También empecé a hacer ejercicio para estar en forma porque la caminada hasta el pueblo iba a ser de unas cuatro horas. El día 88 llegó, el 18 de agosto de 1995 intenté y la puerta abrió.

Me puse mis zapatos. Recé y salí a caminar para abajo hasta el pueblo con un susto el verraco. Mientras caminaba podía escucharme el corazón. Llegué a la estación de Policía de Sopetrán y les conté la historia a los policías. Ellos me dieron una moneda para llamar a mi familia del teléfono público del lado y llamé a mi casa. Me contestaron y al rato llegó un helicóptero por mí. Eso fue más o menos a las 2 a.m.
En el helicóptero estaba mi papá que me saludó y me recibió con la noticia de que iba a ser papá: Pili, mi esposa, tenía tres meses de embarazo. Se había enterado a la semana de mi secuestro”.

Según su experiencia, ¿qué es lo más recomendable para una familia y una persona que atraviesan un secuestro?

“Lo primero que se debe hacer es ir donde alguien que sepa de eso. Las autoridades, la Policía, el Estado, el Ejército manejan eso todos los días y son los que saben. En mi caso nosotros hicimos los contactos y las negociaciones por medio del Unase (Unidad Antiextorsión y Secuestro).

En la familia no debe haber negociadores ni involucrados, solamente consejeros que ayuden a las autoridades. El secuestrado debe tratar de hacer su estadía lo mejor posible.

El día que yo llegué allá recordé cuando llevé a mi mejor amigo al Ejército. Él me dijo: ‘¿Sabe qué? Yo voy a estar aquí un año. ¿Y sabe qué voy a hacer aquí un año en esta mierda de Ejército? Me la voy a gozar. Me voy a relajar’. Entonces uno como secuestrado debe buscar hacerse la estadía más amena y no oponer resistencia para facilitar su salida”.

Es bastante lógico que la visión de la vida cambie después de una experiencia así. ¿Cambió mucho su vida antes y después del secuestro?

“Mi vida cambió completamente.
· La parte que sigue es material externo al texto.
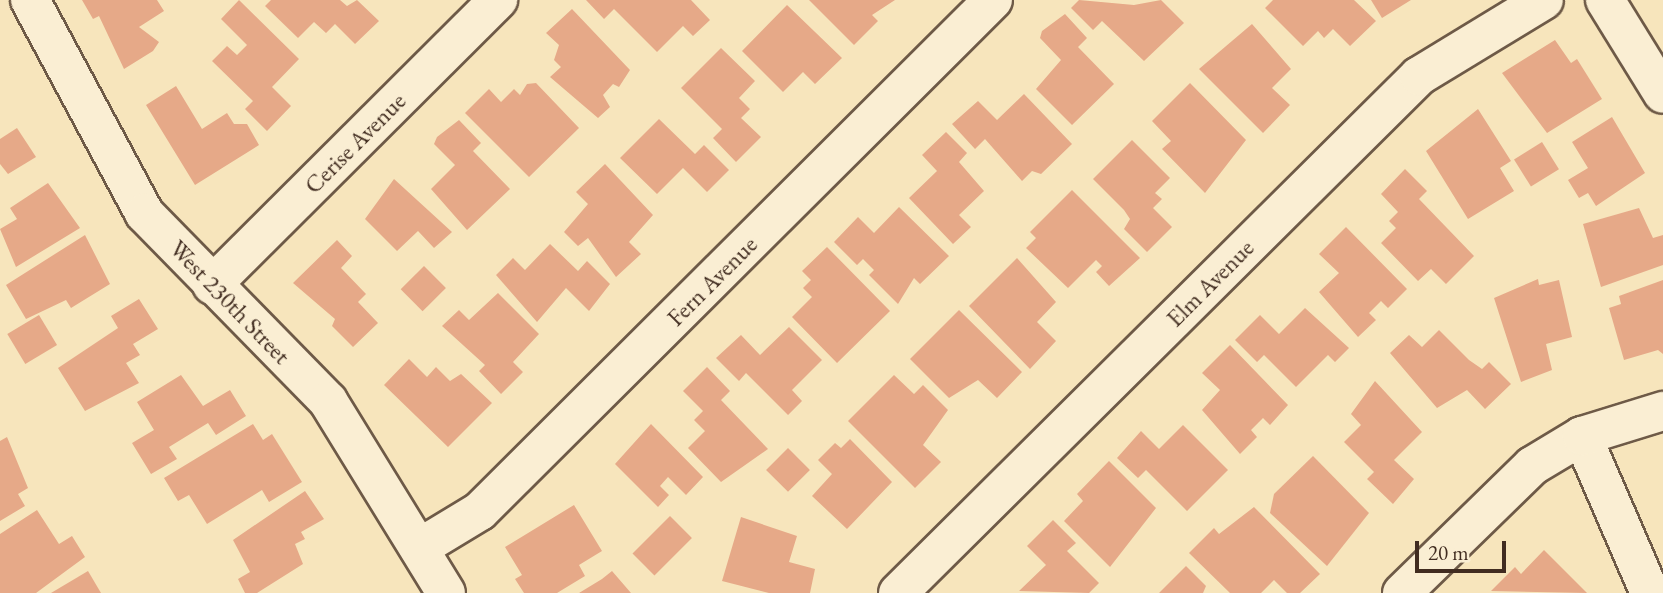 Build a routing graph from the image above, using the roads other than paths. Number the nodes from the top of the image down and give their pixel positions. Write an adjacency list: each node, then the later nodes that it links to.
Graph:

Me di cuenta que a uno la vida se le acaba en cualquier momento, que no está en manos de uno, que en cualquier momento, así de fácil, se le daña todo lo que tenía pensado.

Yo tenía un plan de vida que cambio 100% desde el día que salí del secuestro. Hay personas que hacen planes para dentro de 20 y 30 años; yo dejé de hacerlos. Yo voy viviendo a medida que voy teniendo la oportunidad de hacer cosas, viviendo de manera muy integral sin dejar cosas para después. Eso fue lo que más me afectó”.

¿Considera que ese cambio en su forma de ver la vida fue para bien?

“Eemm… No sé. No sé. Yo vivo así hoy y alcanzo a percibir que veo la vida muy distinta a la gran mayoría de la gente. Si uno no ve la muerte de cerca no sabe que la vida se puede acabar muy rápido y que se pueden quedar cosas sin hacer.
Yo vi la muerte de cerca y decidí vivir mi vida muy intensamente, haciendo la mayor cantidad posible de cosas a la vez”.

¿Alguna vez entendió por qué las personas pueden llegar a hacer algo tan malo, tan dañino a alguien más?

“Claro que sí. Son las culturas que se corrompen y adoptan formas de vida y la violencia es una de ellas. El tema es cultural. Yo sí lo entiendo, es una cultura de la violencia, de la supervivencia a costa de lo que sea que se va implementando, y si alguien ve que es posible, por más inmoral que sea, cae en eso”.

¿Perdonó a sus secuestradores?

(Piensa un rato) “Yo… yo no siento esa necesidad. Ni de echarles culpas ni de nada. Eso fue un momento que se vivió en el país, yo fui una víctima, ellos los victimarios. Si no era yo era otro, entonces no me lo tomo personal. Eso era un negocio y yo caí ahí, pero ya hoy no guardo rencor”.

 

Nota: la imagen que acompaña este texto fue tomada del banco de imágenes libres Gettyimages.